* **Your objective**: In your copy of the data below, reproduce every entry exactly and omit the pictures.

* **Information shown**:

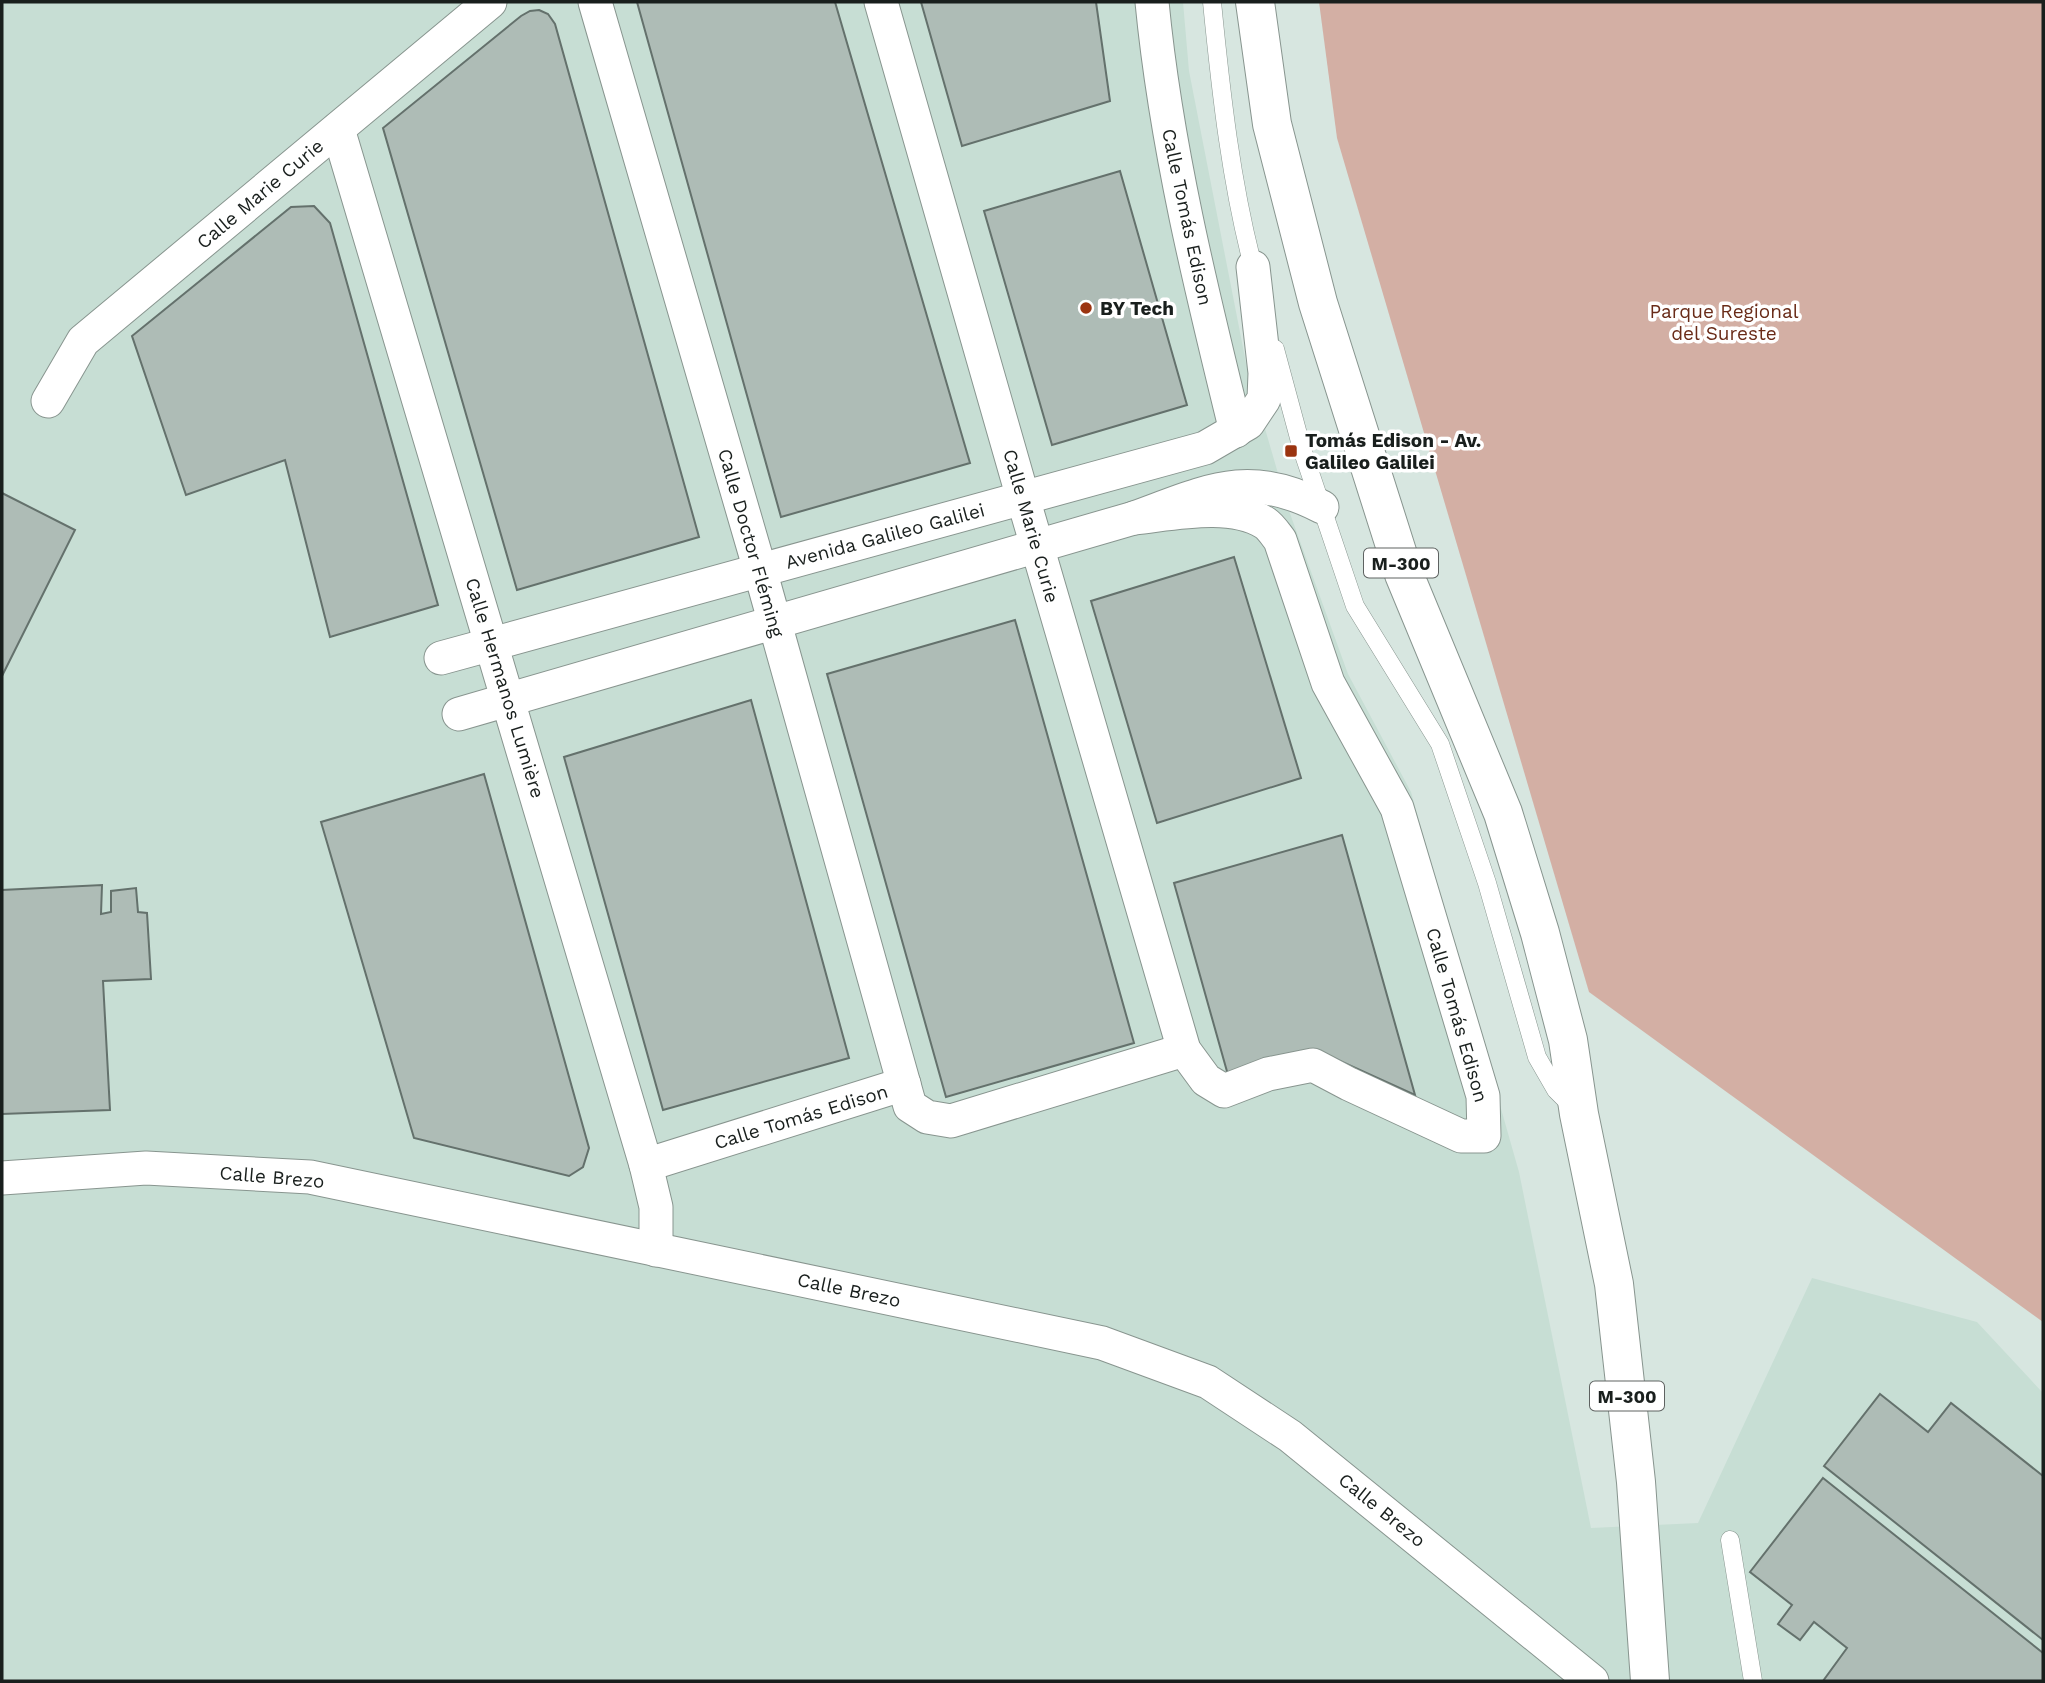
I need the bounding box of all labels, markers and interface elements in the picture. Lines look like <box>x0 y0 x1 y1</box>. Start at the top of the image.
street label: Calle Tomás Edison <box>1157 126 1217 308</box>
street label: Calle Marie Curie <box>192 134 328 254</box>
place label: BY Tech <box>1100 297 1174 320</box>
marker: BY Tech <box>1078 300 1094 316</box>
park label: Parque Regional del Sureste <box>1649 300 1799 345</box>
place label: Tomás Edison - Av. Galileo Galilei <box>1305 429 1481 474</box>
marker: Tomás Edison - Av. Galileo Galilei <box>1283 443 1299 459</box>
street label: Calle Doctor Fléming <box>713 446 789 641</box>
street label: Calle Marie Curie <box>998 447 1064 605</box>
street label: Avenida Galileo Galilei <box>783 498 987 574</box>
road number: M-300 <box>1364 548 1438 578</box>
street label: Calle Hermanos Lumière <box>460 575 550 801</box>
street label: Calle Tomás Edison <box>1421 925 1493 1105</box>
street label: Calle Tomás Edison <box>711 1080 891 1154</box>
street label: Calle Brezo <box>219 1161 325 1193</box>
street label: Calle Brezo <box>795 1268 903 1312</box>
road number: M-300 <box>1590 1381 1664 1410</box>
street label: Calle Brezo <box>1334 1468 1430 1552</box>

* **Response box**:
I need the bounding box of all labels, markers and interface elements in the picture. Lines look like <box>x0 y0 x1 y1</box>. Start at the top of the image.
street label: Calle Tomás Edison <box>1157 126 1217 308</box>
street label: Calle Marie Curie <box>192 134 328 254</box>
place label: BY Tech <box>1100 297 1174 320</box>
marker: BY Tech <box>1078 300 1094 316</box>
park label: Parque Regional del Sureste <box>1649 300 1799 345</box>
place label: Tomás Edison - Av. Galileo Galilei <box>1305 429 1481 474</box>
marker: Tomás Edison - Av. Galileo Galilei <box>1283 443 1299 459</box>
street label: Calle Doctor Fléming <box>713 446 789 641</box>
street label: Calle Marie Curie <box>998 447 1064 605</box>
street label: Avenida Galileo Galilei <box>783 498 987 574</box>
road number: M-300 <box>1364 548 1438 578</box>
street label: Calle Hermanos Lumière <box>460 575 550 801</box>
street label: Calle Tomás Edison <box>1421 925 1493 1105</box>
street label: Calle Tomás Edison <box>711 1080 891 1154</box>
street label: Calle Brezo <box>219 1161 325 1193</box>
street label: Calle Brezo <box>795 1268 903 1312</box>
road number: M-300 <box>1590 1381 1664 1410</box>
street label: Calle Brezo <box>1334 1468 1430 1552</box>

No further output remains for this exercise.